TASK ITEM
Report the lines of the data below that contain the string "Alley".

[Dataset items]
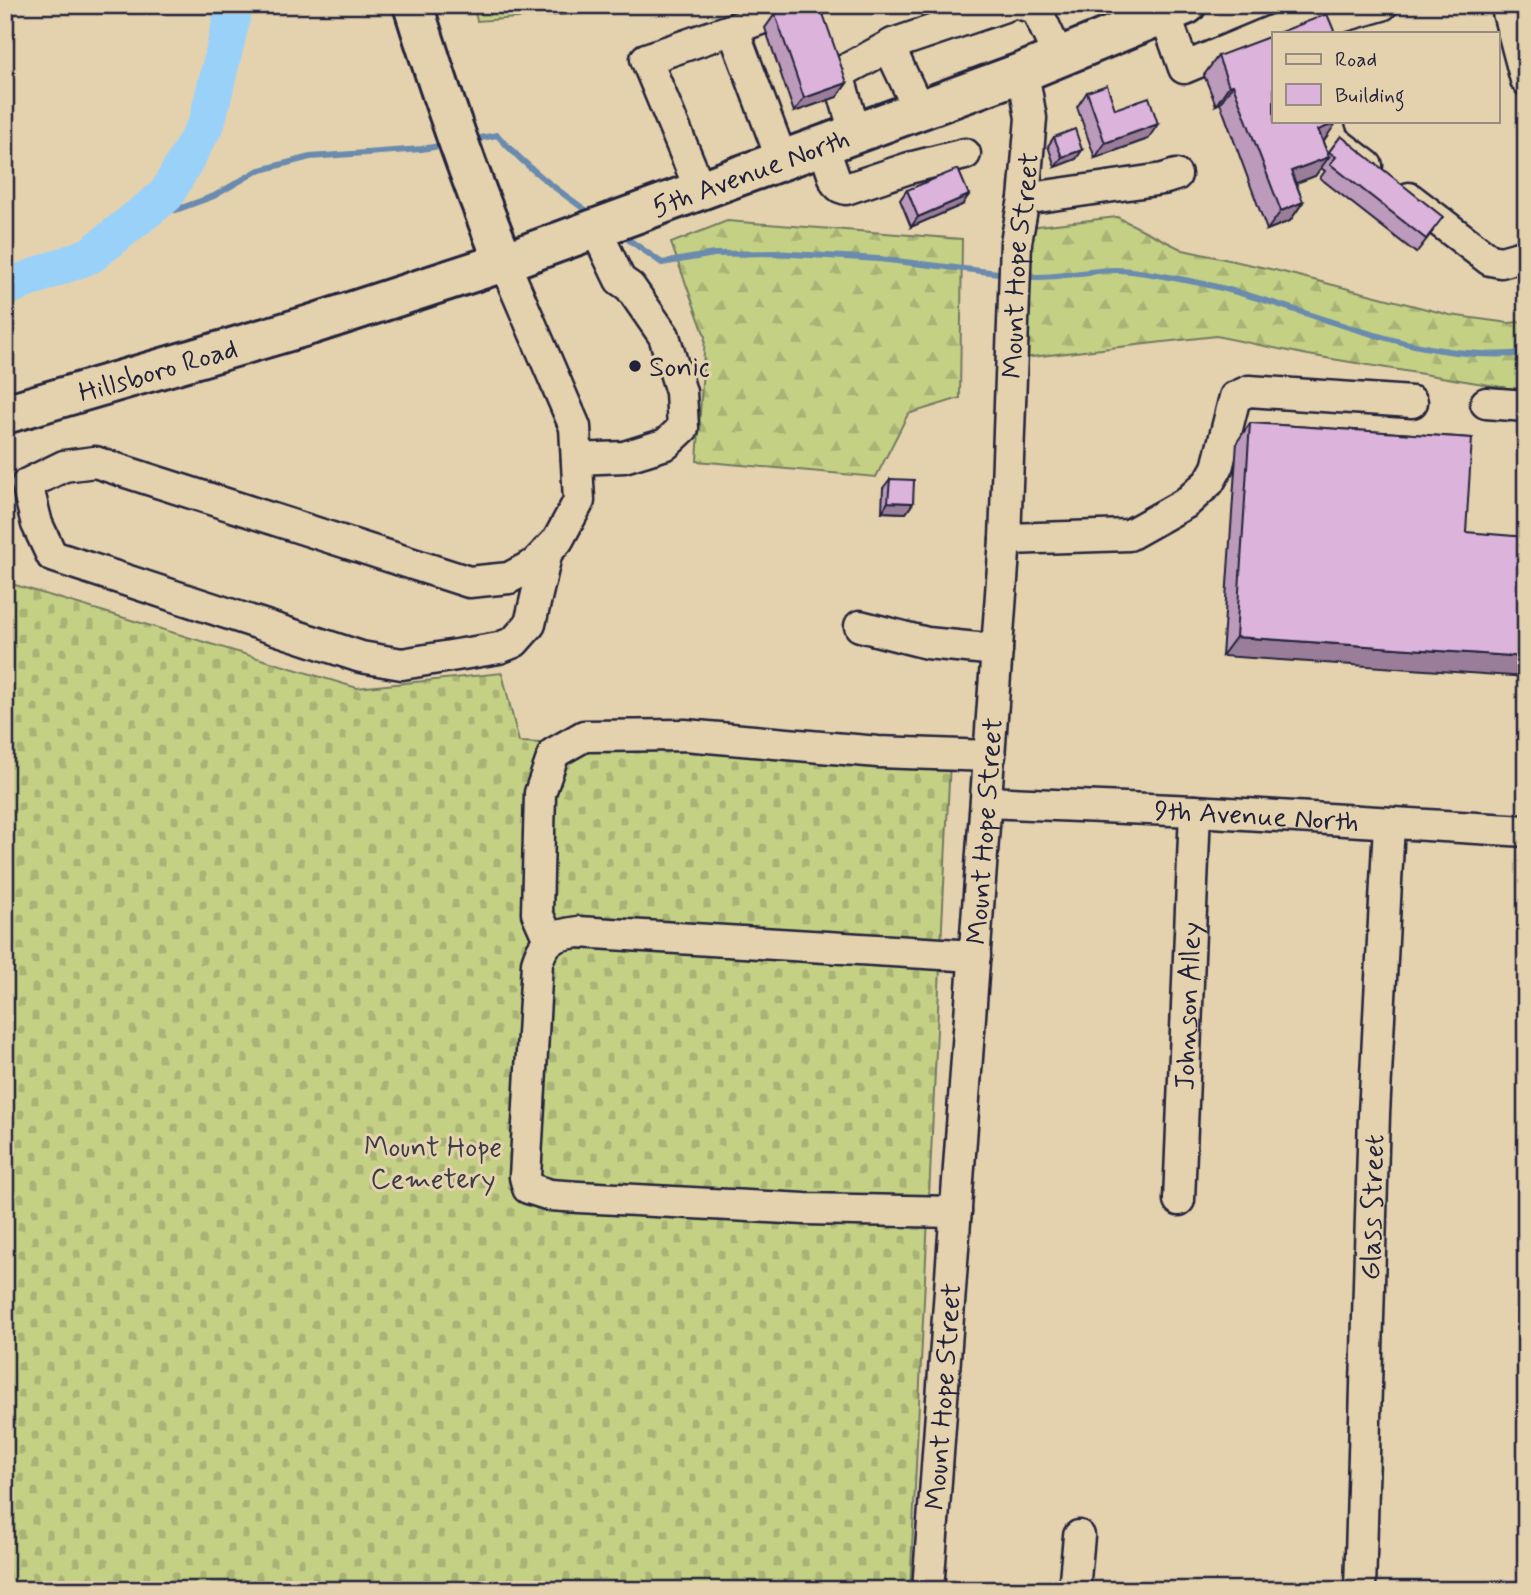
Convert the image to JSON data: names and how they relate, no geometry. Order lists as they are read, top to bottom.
{
  "streets": {
    "main road": ["5th Avenue North", "Hillsboro Road"],
    "street": [
      "Mount Hope Street",
      "9th Avenue North",
      "Johnson Alley",
      "Glass Street"
    ]
  },
  "crossings": [
    ["5th Avenue North", "Mount Hope Street"],
    ["5th Avenue North", "Hillsboro Road"],
    ["Mount Hope Street", "9th Avenue North"],
    ["9th Avenue North", "Johnson Alley"],
    ["9th Avenue North", "Glass Street"]
  ],
  "parks": ["Mount Hope Cemetery"],
  "places": ["Sonic"],
  "legend": ["Road", "Building"]
}
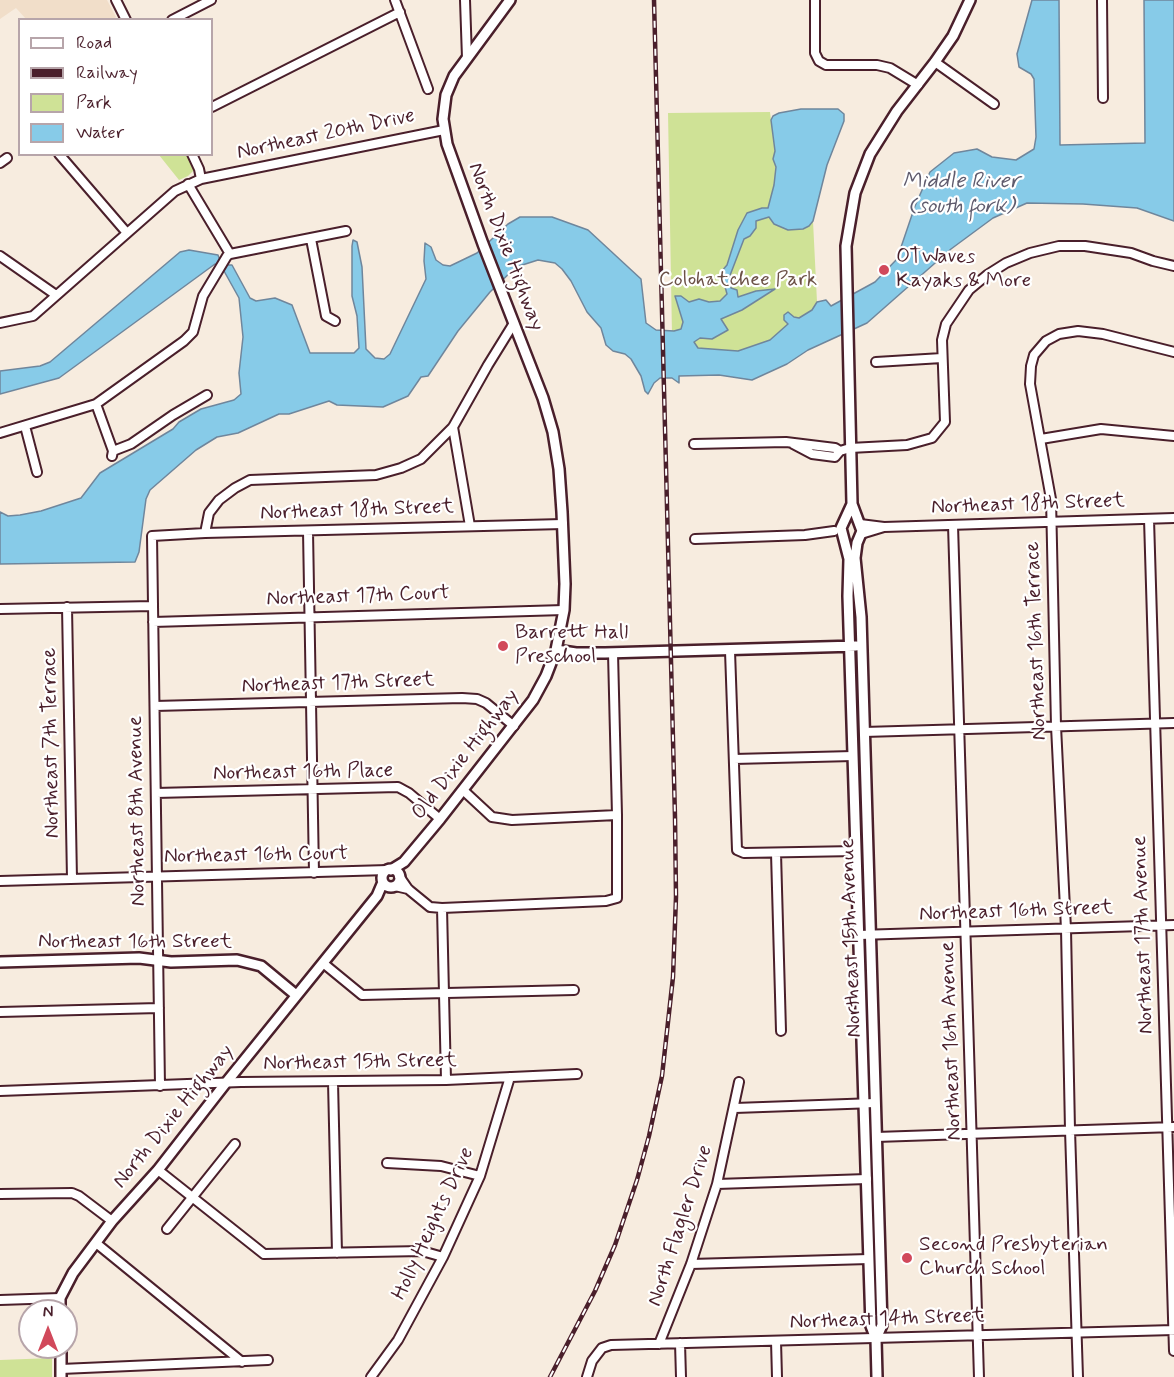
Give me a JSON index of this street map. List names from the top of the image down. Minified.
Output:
{"streets":{"street":["Northeast 20th Drive","North Dixie Highway","Northeast 18th Street","Northeast 17th Court","Northeast 16th Terrace","Northeast 17th Street","Northeast 7th Terrace","Old Dixie Highway","Northeast 16th Place","Northeast 8th Avenue","Northeast 16th Court","Northeast 16th Street","Northeast 17th Avenue","Northeast 15th Avenue","Northeast 16th Avenue","Northeast 15th Street","Holly Heights Drive","North Flagler Drive","Northeast 14th Street"]},"crossings":[["Northeast 20th Drive","North Dixie Highway"],["North Dixie Highway","Northeast 18th Street"],["North Dixie Highway","Old Dixie Highway"],["North Dixie Highway","Northeast 16th Street"],["North Dixie Highway","Northeast 15th Street"],["Northeast 18th Street","Northeast 16th Terrace"],["Northeast 18th Street","Old Dixie Highway"],["Northeast 18th Street","Northeast 8th Avenue"],["Northeast 18th Street","Northeast 17th Avenue"],["Northeast 18th Street","Northeast 15th Avenue"],["Northeast 18th Street","Northeast 16th Avenue"],["Northeast 17th Court","Old Dixie Highway"],["Northeast 17th Court","Northeast 8th Avenue"],["Northeast 16th Terrace","Northeast 16th Street"],["Northeast 16th Terrace","Northeast 14th Street"],["Northeast 17th Street","Old Dixie Highway"],["Northeast 17th Street","Northeast 8th Avenue"],["Northeast 7th Terrace","Northeast 16th Court"],["Old Dixie Highway","Northeast 16th Place"],["Old Dixie Highway","Northeast 16th Court"],["Northeast 16th Place","Northeast 8th Avenue"],["Northeast 8th Avenue","Northeast 16th Court"],["Northeast 8th Avenue","Northeast 16th Street"],["Northeast 8th Avenue","Northeast 15th Street"],["Northeast 16th Street","Northeast 17th Avenue"],["Northeast 16th Street","Northeast 15th Avenue"],["Northeast 16th Street","Northeast 16th Avenue"],["Northeast 17th Avenue","Northeast 14th Street"],["Northeast 15th Avenue","Northeast 14th Street"],["Northeast 16th Avenue","Northeast 14th Street"],["Northeast 15th Street","Holly Heights Drive"],["North Flagler Drive","Northeast 14th Street"]],"water":["Middle River (south fork)"],"parks":["Colohatchee Park"],"places":["OTWaves Kayaks & More","Barrett Hall Preschool","Second Presbyterian Church School"],"legend":["Road","Railway","Park","Water"],"north":"top"}
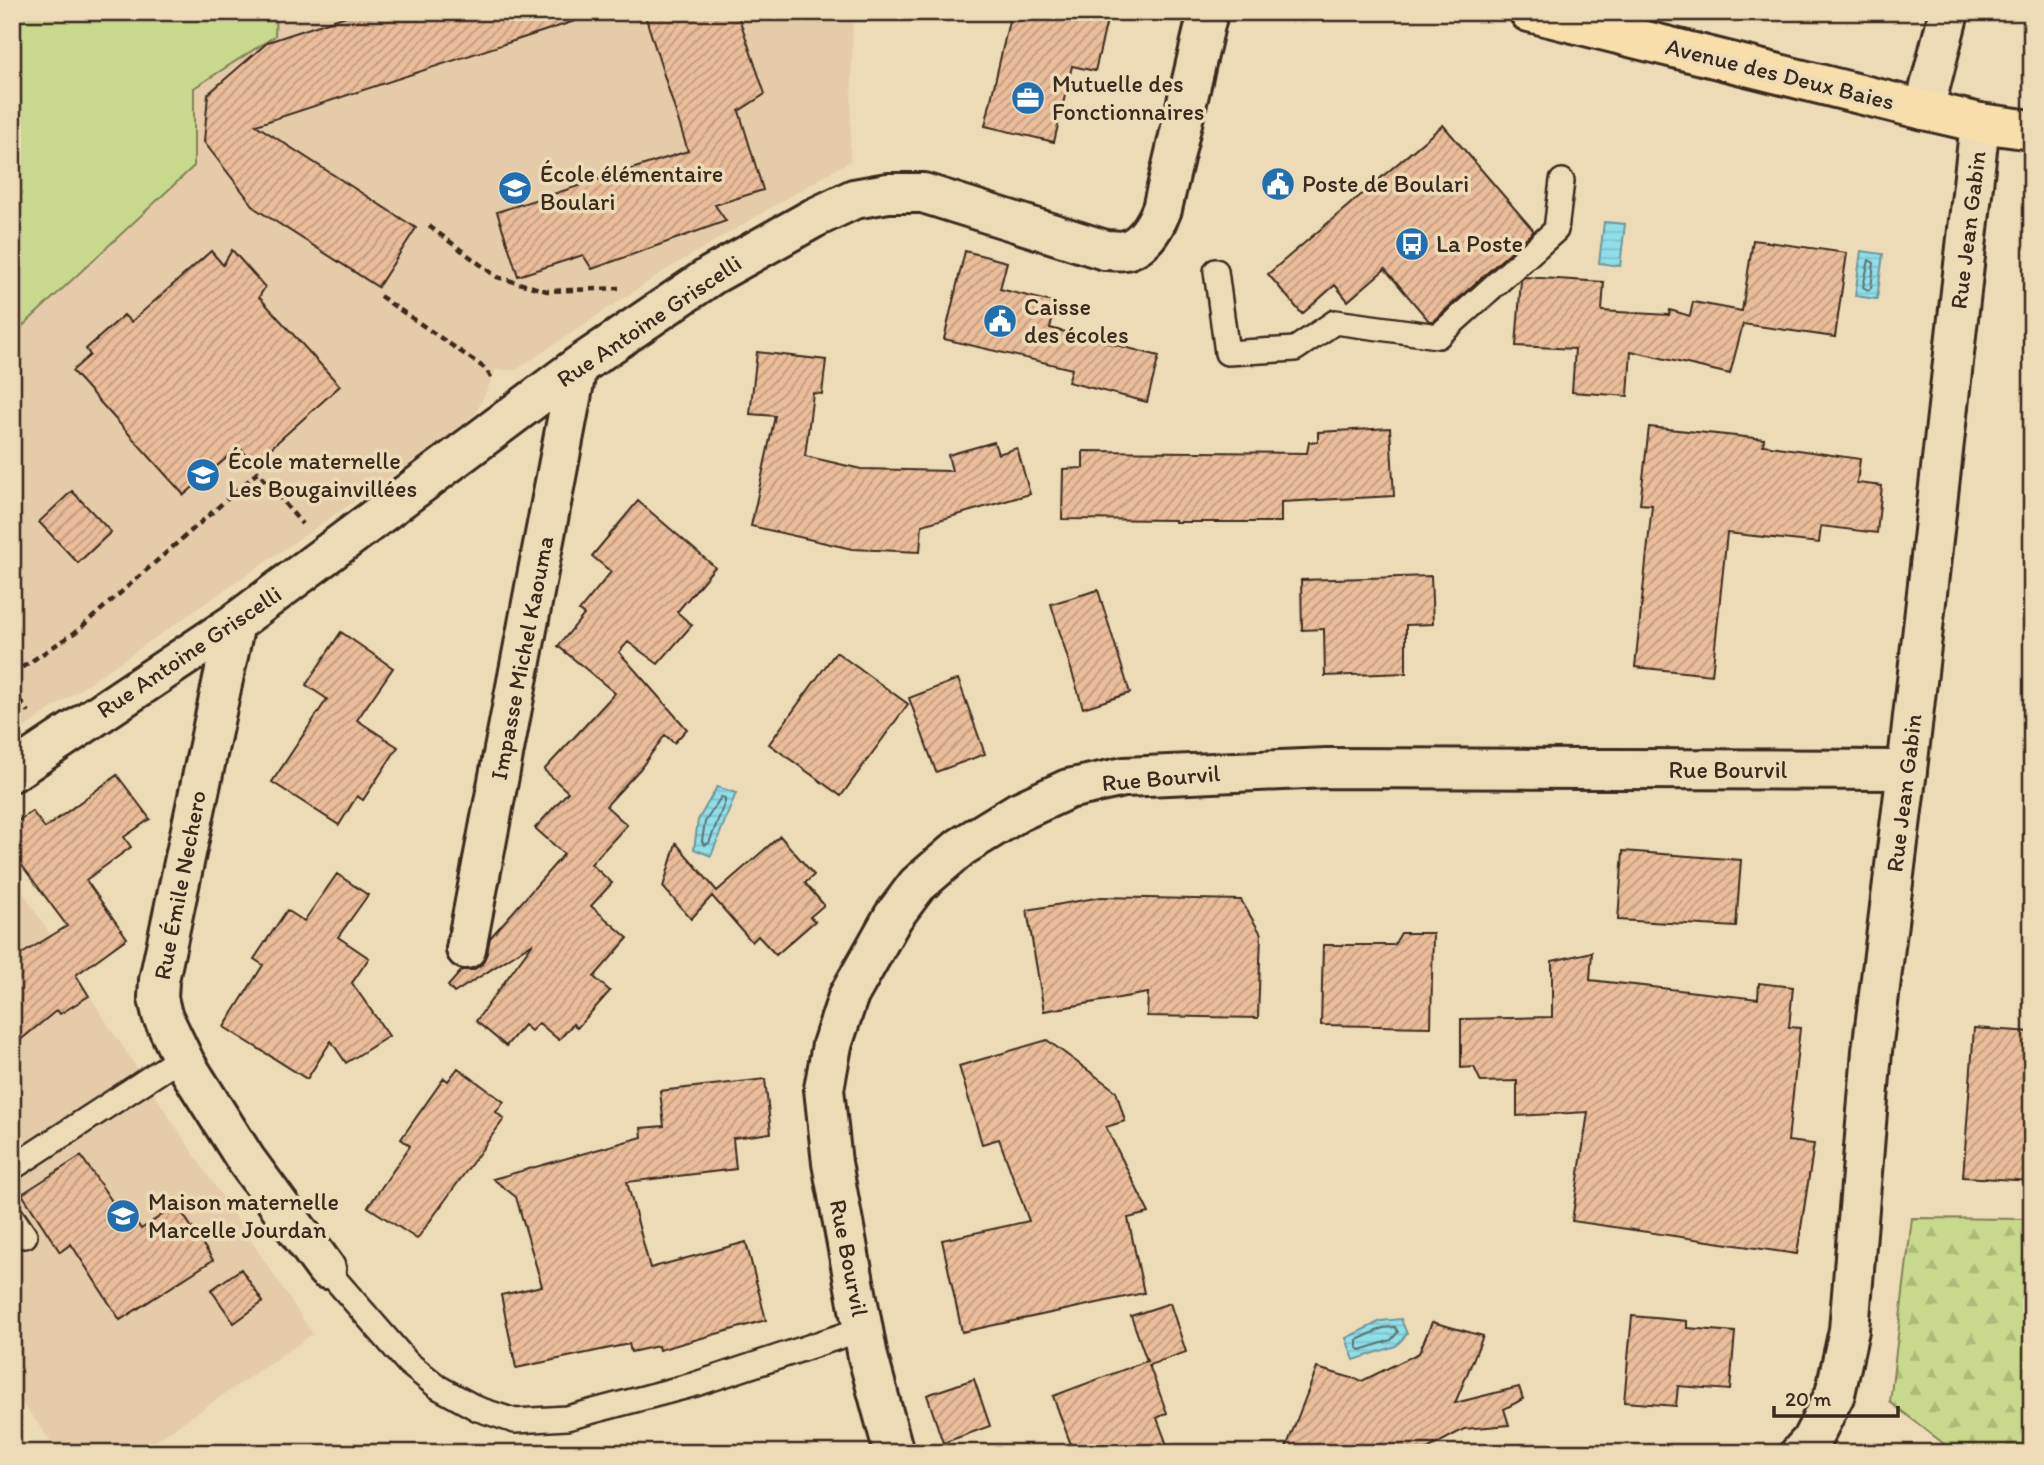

WRITTEN REPLY
      "Johnson Alley",
    ["9th Avenue North", "Johnson Alley"],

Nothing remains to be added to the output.